Fue en este terreno donde descolló de inmediato. En 1972 ingresó en el Euzkadi buru batzar y se encaramó al lugar que más le cuadra: la tribuna del mitin. Su voz potente y su talento para improvisar frases redondas, el verbo tosco, campechano, huracanado, provocador e incendiario le convirtieron en el mascarón de proa del nacionalismo.
Respetado en Madrid
En las primeras elecciones generales fue diputado en Madrid. Algunas de sus intervenciones, como aquella en la que defendió la ley de amnistía -un discurso sin papeles- se encuentran entre las más brillantes de la legislatura. Desde aquel momento y durante muchos años, la figura y la palabra de Arzalluz eran muy respetadas por la práctica totalidad de la clase política en Madrid. Participó en los debates sobre la Constitución y el Estatuto vasco.
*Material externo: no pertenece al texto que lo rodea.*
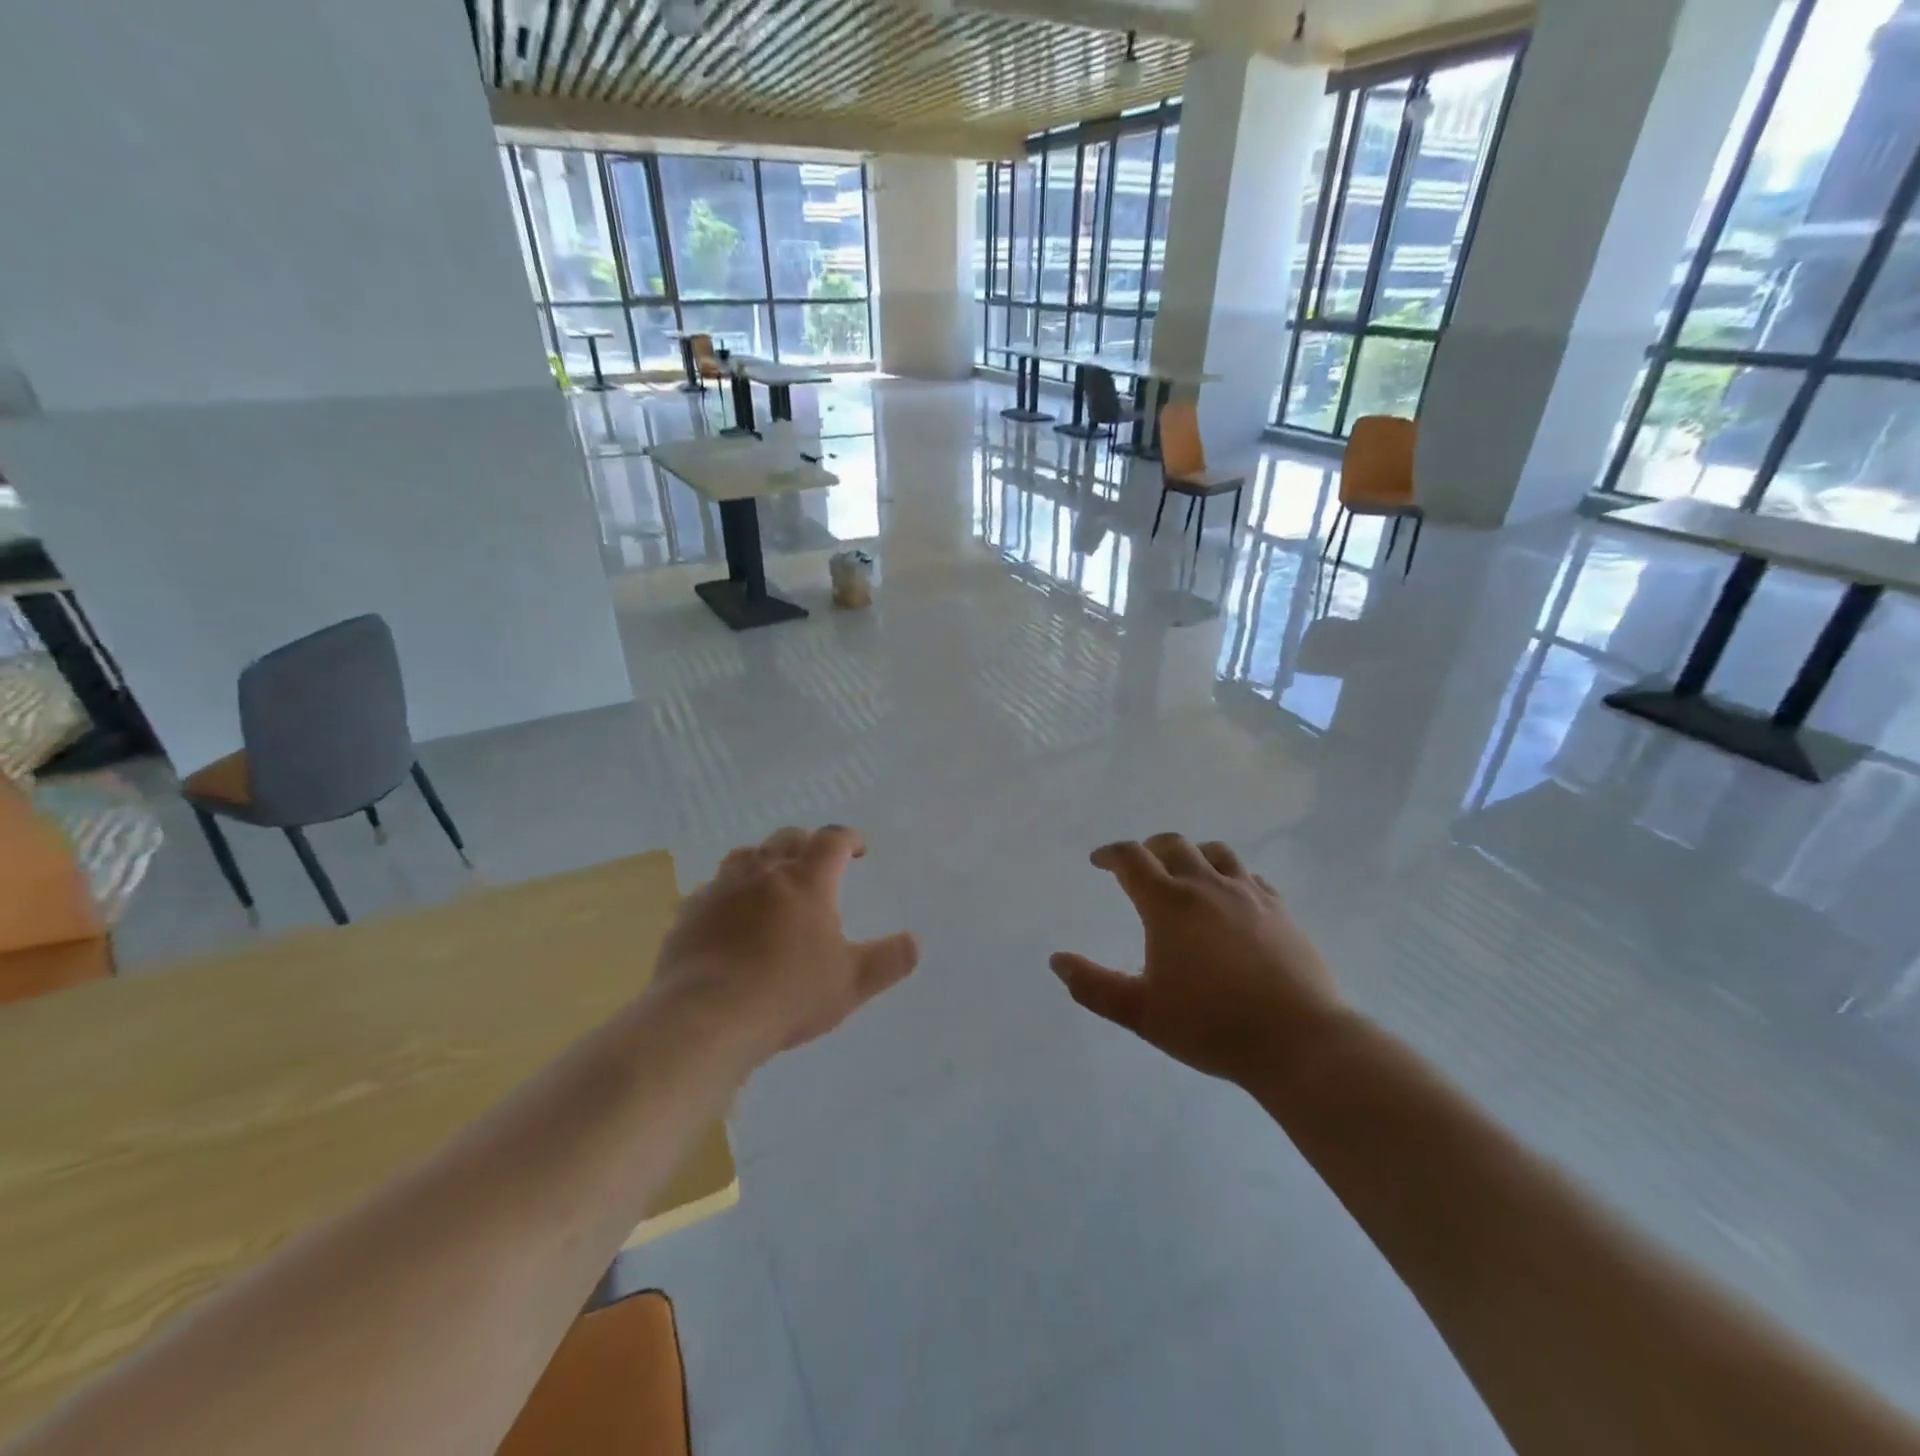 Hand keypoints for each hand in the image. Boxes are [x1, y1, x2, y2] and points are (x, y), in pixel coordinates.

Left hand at [653, 825, 919, 1063]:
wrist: (705, 1018)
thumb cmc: (788, 995)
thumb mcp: (852, 983)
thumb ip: (889, 960)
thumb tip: (915, 941)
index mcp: (807, 881)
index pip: (832, 841)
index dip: (849, 838)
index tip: (859, 848)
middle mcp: (763, 873)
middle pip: (787, 839)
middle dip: (807, 844)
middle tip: (818, 862)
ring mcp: (721, 889)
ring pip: (746, 856)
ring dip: (765, 860)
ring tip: (772, 879)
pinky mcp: (690, 912)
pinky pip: (712, 888)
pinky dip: (729, 891)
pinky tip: (730, 914)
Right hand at [1050, 834, 1345, 1084]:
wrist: (1298, 1041)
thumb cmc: (1210, 1026)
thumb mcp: (1140, 1013)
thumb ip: (1093, 986)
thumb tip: (1057, 961)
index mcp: (1169, 904)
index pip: (1132, 859)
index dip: (1110, 854)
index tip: (1099, 861)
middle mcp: (1207, 886)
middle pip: (1173, 845)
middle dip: (1150, 848)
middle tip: (1140, 865)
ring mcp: (1249, 895)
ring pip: (1216, 853)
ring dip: (1192, 855)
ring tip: (1185, 873)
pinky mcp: (1281, 910)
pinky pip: (1250, 877)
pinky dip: (1230, 877)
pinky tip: (1231, 899)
Extracto de un reportaje publicado el 17 de enero de 2004 en EL CORREO con motivo del relevo de Arzalluz al frente del PNV.
Quienes han pactado con él aseguran que su fuerte no ha sido nunca la negociación. «Sólo es imponente desde una tribuna, pero en el cara a cara se deja convencer. Siempre dejó que otros se enfrentaran por él, incluso con Carlos Garaikoetxea durante la escisión del partido», sostiene un antiguo colaborador.
El personaje que dirigió el nacionalismo vasco durante casi tres décadas se percató en Madrid de que el aparato del PNV ataba en corto a los diputados en el Congreso y a los demás cargos institucionales. El quería mandar. Aprendió la lección, y nunca más concurrió a unas elecciones. Prefirió permanecer al frente del partido, la llave más efectiva para controlar la política vasca.
En su última etapa al frente del partido, que finalizó en enero de 2004, había perdido protagonismo. «Ibarretxe le ha robado el púlpito y hasta la sacristía», aseguraba entonces un antiguo cargo del PNV. Algunos le profesaron apoyo y afecto hasta el final, pero fueron también legión los que se la tenían jurada en el partido: antiguos cargos internos e institucionales que se sintieron abandonados en la cuneta por Arzalluz. «Ha despreciado a mucha gente por el camino y ha generado muchos odios internos», sostenía un veterano militante.
El «rey sin corona», como una vez le llamó su viejo amigo el espía alemán Hans Joseph Horchen, abdicó a la fuerza, empujado por una nueva generación de burukides que aspiraba a tomar el poder en el PNV.